L’acqua lenta e il ritorno di odori potrebbero essere segnali della necessità di Sgorgare il Sifone del lavandino della cucina o del vostro bagno.

Il sifone, che è quel tubo spesso piegato in modi differenti, posto sotto lo scarico del lavandino, ha come obiettivo proprio quello di evitare che l’acqua ristagni e che dagli scarichi risalgano i cattivi odori, costituiti dal materiale di scarto che viene eliminato. Il sifone tende a riempirsi d’acqua proprio per il suo preciso scopo, ma potrebbe non svolgere più correttamente la sua funzione a causa di ostruzioni eccessive.

In tanti casi si potrà risolvere il problema con lo sturalavandini oppure con i prodotti chimici che sono presenti in commercio, ma in altri sarà necessario un intervento più drastico, capace di eliminare il problema in modo definitivo.

Sgorgare il sifone del lavandino in metallo

Nel caso in cui siate costretti a Sgorgare il sifone del lavandino, e questo sia di metallo, dovrete armarvi di una chiave a pappagallo, oppure di una semplice chiave inglese, e di un po’ di pazienza. Dovrete aprire il vostro sifone, ma non prima di aver collocato una bacinella al di sotto dello scarico, così da raccogliere acqua e altro materiale presente nello stesso.

A questo punto, svitate il sifone e rimuovete il pezzo. Potrete controllare che non vi siano ostruzioni molto grosse, come quelle costituite da piccoli oggetti, e potrete anche utilizzare un pezzo di fil di ferro per iniziare ad eliminare i detriti e il resto del materiale di scarto dallo scarico. Poi, potrete riprovare il funzionamento del vostro scarico e, qualora tutto dovesse essere tornato regolare, potrete riavvitare la vite di spurgo per rimontare il vostro sifone.

Sgorgare il sifone del lavandino in plastica

Molti lavandini hanno un sifone in plastica, invece di quello in metallo. Per Sgorgare il sifone del lavandino in plastica dovrete sempre collocare al di sotto dello scarico una bacinella prima di iniziare ogni altra operazione.

Successivamente potrete passare a smontare il sifone semplicemente svitando quelli che sono i suoi dadi. Controllate la presenza di eventuali ostruzioni e pulite tutte le parti del sifone che potrebbero avere ancora del materiale di scarto. Per rimontare questo tipo di sifone vi basterà seguire la procedura al contrario.
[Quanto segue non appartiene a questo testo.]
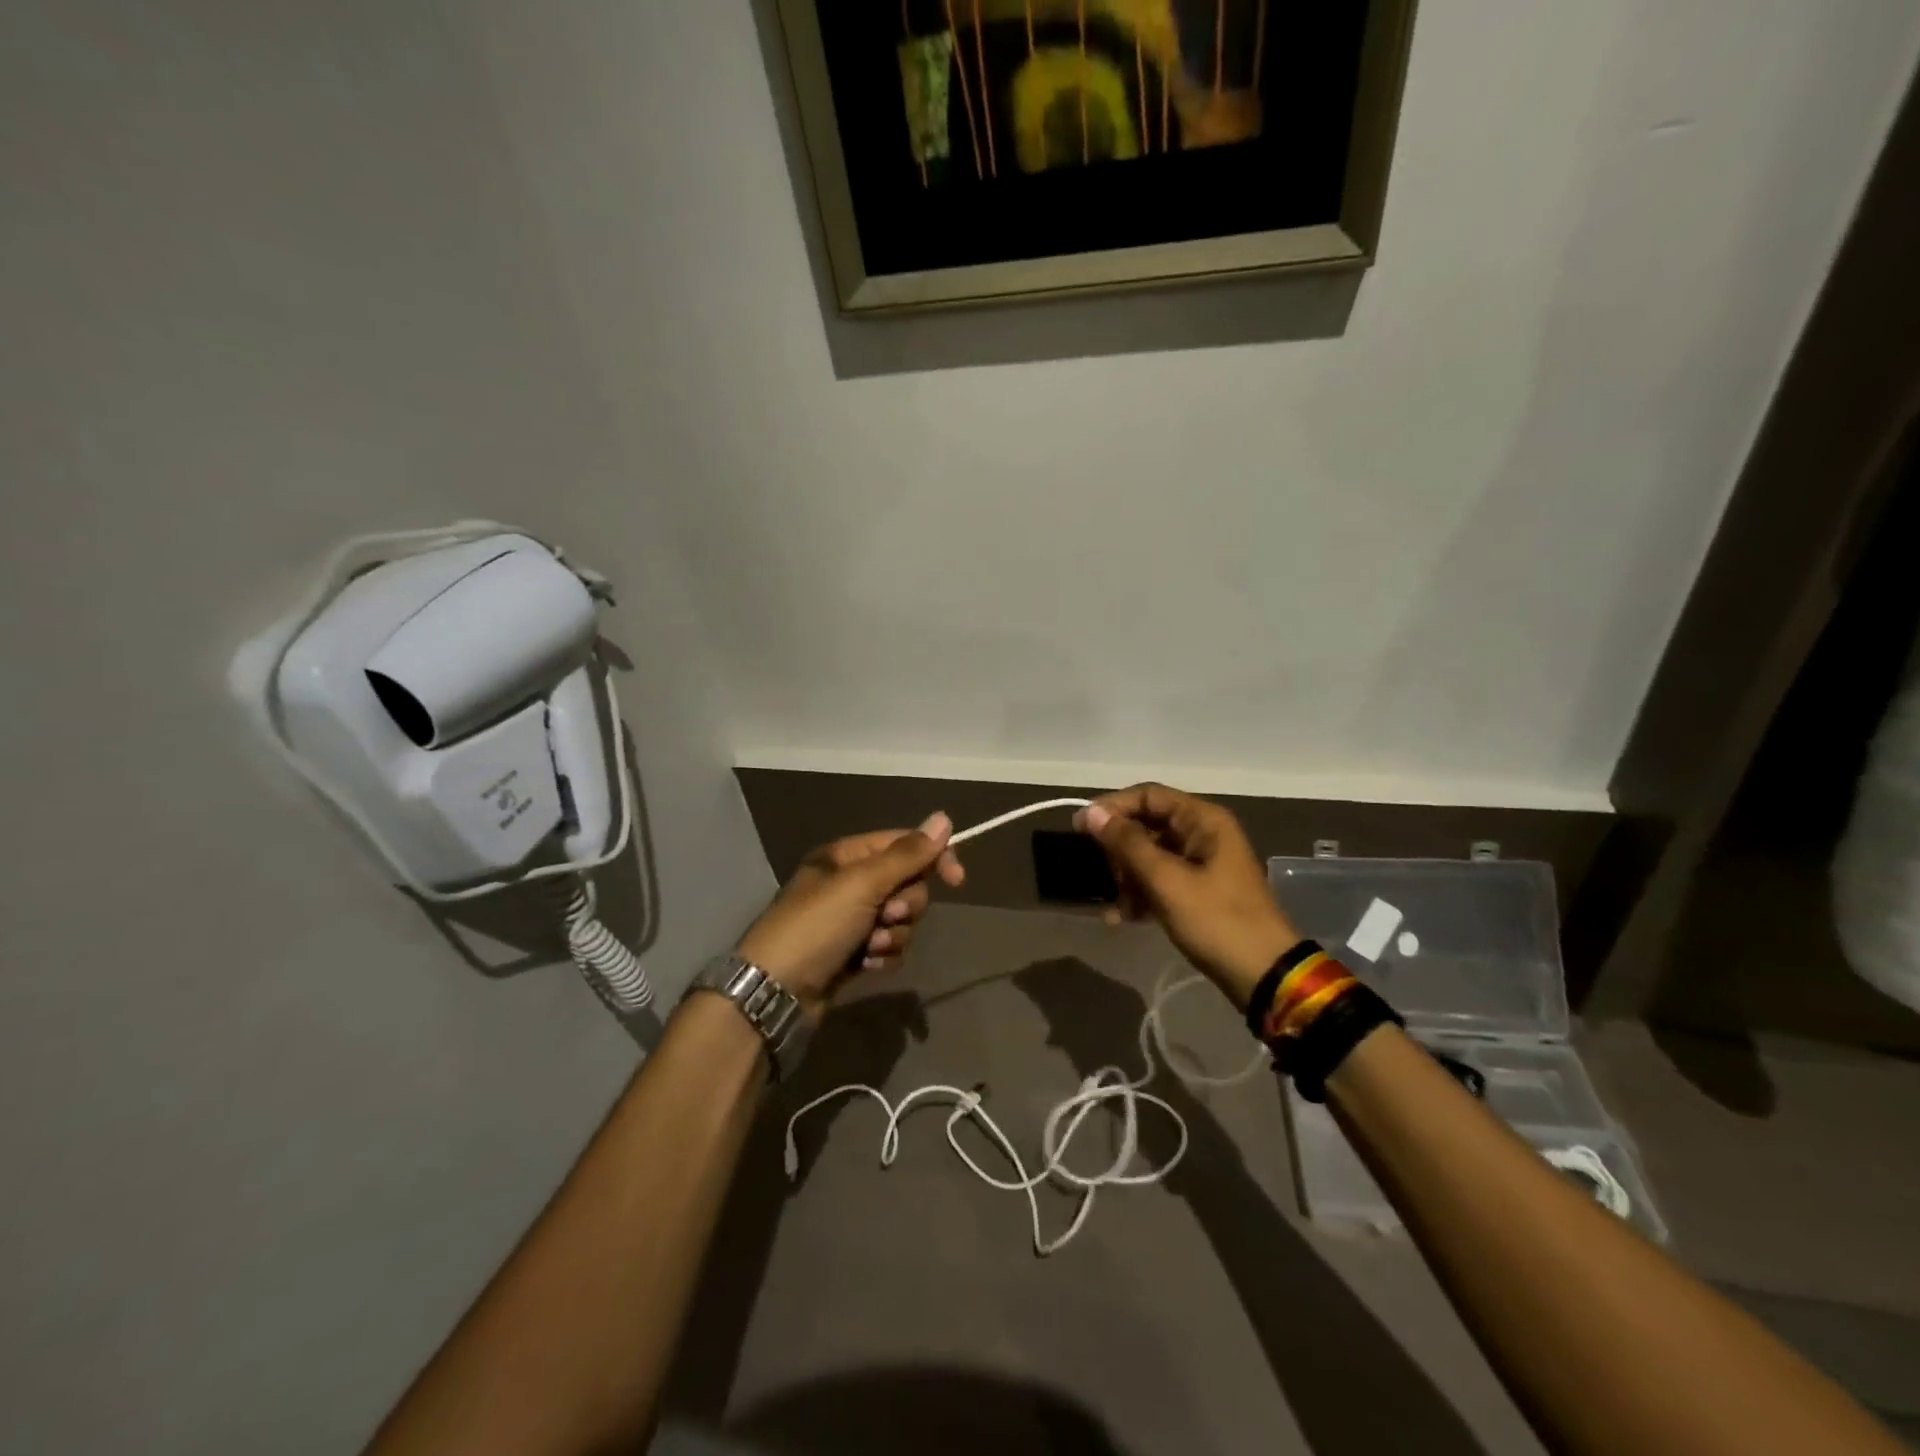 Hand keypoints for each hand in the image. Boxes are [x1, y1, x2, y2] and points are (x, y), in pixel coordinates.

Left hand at [735, 812, 964, 1011]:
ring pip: (901, 920)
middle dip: (904, 905)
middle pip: (906, 884)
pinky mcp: (854, 952)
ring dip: (893, 935)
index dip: (933, 858)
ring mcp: (851, 920)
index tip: (957, 880)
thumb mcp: (862, 884)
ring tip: (869, 946)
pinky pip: (890, 946)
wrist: (776, 993)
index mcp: (847, 856)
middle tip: (885, 917)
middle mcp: (850, 884)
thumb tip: (944, 818)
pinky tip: (865, 965)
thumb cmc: (816, 926)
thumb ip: (906, 855)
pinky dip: (883, 955)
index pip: (904, 844)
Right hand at [1076, 784, 1299, 1008]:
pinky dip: (1141, 894)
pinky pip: (1160, 879)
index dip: (1112, 807)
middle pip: (1147, 824)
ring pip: (1150, 854)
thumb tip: (1092, 813)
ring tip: (1117, 906)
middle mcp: (1203, 833)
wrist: (1264, 976)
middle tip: (1105, 875)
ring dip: (1128, 876)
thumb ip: (1127, 844)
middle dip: (1120, 849)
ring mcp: (1202, 863)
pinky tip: (1123, 918)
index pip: (1148, 795)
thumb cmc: (1216, 921)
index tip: (1080, 828)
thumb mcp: (1167, 881)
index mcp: (1203, 820)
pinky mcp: (1198, 890) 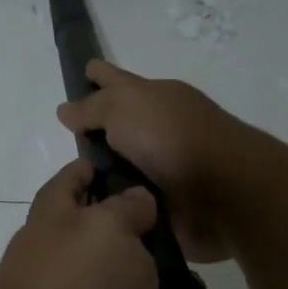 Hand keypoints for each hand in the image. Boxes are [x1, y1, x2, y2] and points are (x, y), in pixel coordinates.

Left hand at [0, 158, 260, 288]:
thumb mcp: (102, 229)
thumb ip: (124, 209)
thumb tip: (135, 201)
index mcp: (53, 233)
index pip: (69, 187)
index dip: (93, 170)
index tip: (130, 162)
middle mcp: (68, 280)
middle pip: (121, 256)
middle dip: (170, 258)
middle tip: (209, 261)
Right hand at [55, 60, 259, 261]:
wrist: (225, 194)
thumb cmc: (173, 138)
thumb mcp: (124, 107)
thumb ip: (93, 107)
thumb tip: (66, 109)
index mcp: (155, 98)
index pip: (116, 80)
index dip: (97, 75)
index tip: (80, 73)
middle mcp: (159, 130)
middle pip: (118, 127)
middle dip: (94, 133)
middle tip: (62, 144)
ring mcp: (164, 168)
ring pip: (122, 168)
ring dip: (102, 177)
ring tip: (70, 188)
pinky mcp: (167, 205)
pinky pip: (130, 201)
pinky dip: (115, 205)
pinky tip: (91, 215) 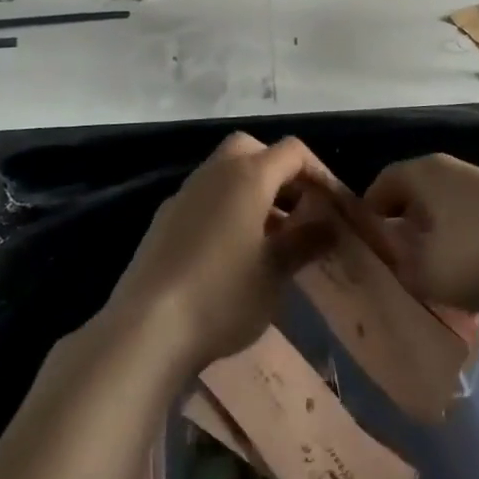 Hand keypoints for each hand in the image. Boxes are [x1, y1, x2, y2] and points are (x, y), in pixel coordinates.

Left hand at [102, 133, 342, 375]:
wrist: (146, 328)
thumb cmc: (223, 294)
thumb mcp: (275, 272)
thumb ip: (305, 242)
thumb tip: (330, 226)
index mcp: (248, 176)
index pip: (292, 152)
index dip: (318, 171)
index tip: (332, 203)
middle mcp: (215, 173)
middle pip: (252, 149)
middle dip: (278, 171)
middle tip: (296, 208)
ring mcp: (184, 194)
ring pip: (225, 173)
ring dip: (251, 191)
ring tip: (269, 236)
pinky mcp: (163, 220)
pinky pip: (204, 198)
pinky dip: (225, 209)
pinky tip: (230, 252)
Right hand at [364, 153, 478, 323]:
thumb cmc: (478, 252)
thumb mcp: (425, 271)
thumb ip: (399, 267)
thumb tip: (392, 262)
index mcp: (425, 172)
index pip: (382, 182)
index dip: (367, 213)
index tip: (361, 246)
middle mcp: (451, 173)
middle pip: (414, 198)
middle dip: (401, 230)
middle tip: (391, 267)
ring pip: (444, 216)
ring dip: (433, 244)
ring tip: (427, 281)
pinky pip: (471, 230)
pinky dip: (463, 251)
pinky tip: (465, 284)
Nel caso in cui il vostro sifone di plastica abbia la forma a bicchiere, dovrete invece svitare questa parte, quelle inferiore che sembra proprio un piccolo recipiente. Anche in questo caso, controllate la presenza di ostruzioni e di corpi estranei, pulite il sifone e lo scarico e potrete rimontare il tutto, andando a provare il corretto funzionamento del vostro lavandino.

Per prevenire successive ostruzioni, cercate sempre di evitare di buttare cibo e residui alimentari nel vostro lavandino della cucina, di controllare che nessuno inserisca corpi estranei nello scarico e anche di effettuare periodiche pulizie con prodotti naturali, come il bicarbonato e l’aceto bianco, che consentono di sgorgare i lavandini senza la necessità di ricorrere a prodotti caustici. Per il bagno, eliminate sempre i capelli dal lavandino e pulite sempre lo stesso in modo da evitare che i residui di sapone intasino lo scarico.